The genetic aetiology of monogenic early IBD is not only restricted to the IL-10 pathway. Large-scale genome-wide association studies (GWAS) have detected over 230 risk loci associated with VEO-IBD; however, the contribution of the majority of them in IBD manifestations remains unclear [16]. Whole exome sequencing (WES) has greatly expanded the list of genes associated with IBD risk, and currently almost 60 monogenic mutations related to VEO-IBD and IBD-like colitis have been identified. Among many others, mutations in NCF2, XIAP, LRBA, or TTC7 can be indicated. For example, mutations in the gene-encoding X-linked inhibitor of apoptosis (XIAP) in infants, like those engaged in IL-10, are connected with very severe IBD course. Recently, Zheng et al. have published three cases of infantile-onset IBD patients who had mutations in tumour necrosis factor α-induced protein 3 (TNFAIP3). It may be a new molecular pathway associated with infantile-onset IBD.
In conclusion, all studies and observations seem to indicate that monogenic VEO-IBD is a distinct, unique disease entity characterised by very aggressive course, and high morbidity and mortality, which requires a specific treatment strategy. Well-designed further studies are needed to confirm this theory.
IBD-PSC
It has been estimated that 75% of children with PSC also have IBD [23], while the presence of PSC in UC patients is approximately 2.4–7.5%, and in CD it is about 3.4%. The phenotype of IBD-PSC is unique and is characterised by active inflammation with poor clinical symptoms. Rectal sparing as well as backwash ileitis are also common. Patients have higher risk of developing colorectal cancer even if they are in remission. Based on these observations, coexistence of IBD and PSC has been considered as a distinct entity (different form of IBD). GWAS have even identified common genetic regions specific for this disorder.
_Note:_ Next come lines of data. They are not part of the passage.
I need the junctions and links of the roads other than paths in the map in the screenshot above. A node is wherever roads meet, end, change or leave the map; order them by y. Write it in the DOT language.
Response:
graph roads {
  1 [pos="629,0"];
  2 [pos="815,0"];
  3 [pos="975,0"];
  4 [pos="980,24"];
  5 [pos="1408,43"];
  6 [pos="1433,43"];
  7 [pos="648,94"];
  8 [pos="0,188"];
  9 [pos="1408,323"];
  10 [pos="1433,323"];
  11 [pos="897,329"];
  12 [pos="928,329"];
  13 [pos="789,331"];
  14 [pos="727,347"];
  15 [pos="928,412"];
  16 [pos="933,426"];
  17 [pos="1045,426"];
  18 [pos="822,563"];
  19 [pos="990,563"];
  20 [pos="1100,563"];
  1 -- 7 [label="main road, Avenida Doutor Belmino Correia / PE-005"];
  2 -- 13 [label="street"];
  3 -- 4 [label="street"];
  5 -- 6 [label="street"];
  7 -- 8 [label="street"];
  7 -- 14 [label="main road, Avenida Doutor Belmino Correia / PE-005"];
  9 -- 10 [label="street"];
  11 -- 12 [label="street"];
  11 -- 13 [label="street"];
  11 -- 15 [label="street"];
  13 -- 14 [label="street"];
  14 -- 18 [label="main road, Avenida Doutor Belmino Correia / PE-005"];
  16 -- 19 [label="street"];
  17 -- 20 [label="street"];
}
It is believed that the major histocompatibility complex (MHC) is the main genetic factor associated with PSC-UC. In 2007 a Scandinavian group compared PSC-UC and UC patients, revealing that distinct HLA class II was associated with the PSC-UC group. In 2011 Janse et al. [24] identified another three genetic links involving IL-2, REL, and CARD9 pathways as UC susceptibility loci associated with PSC. Further molecular changes that may predispose to PSC-IBD include SNPs and post-transcriptional gene regulators such as microRNA (miRNA), as well as different cytokines and a variety of autoantibodies. TNF-α and pANCA (PR3-ANCA) are also highly suspected to play a key role in the development of this disorder, especially because both PSC and IBD are strongly associated with autoimmune dysfunctions. This subject is currently being studied and no statements have been established so far.
Conclusions
IBD is a heterogenous disorder. It has been extensively studied for years to better understand its pathogenesis and to introduce novel therapies. Based on recent genomic researches and clinical observations, new phenotypes and molecular pathways have been discovered. However, it is still believed that IBD includes two distinct types: CD and UC, but their genetic background seems to be more compound than was previously thought. Perhaps, in the future new forms of IBD will be established. Nonetheless, even if considered as one disorder, it is evident that IBD has various molecular faces.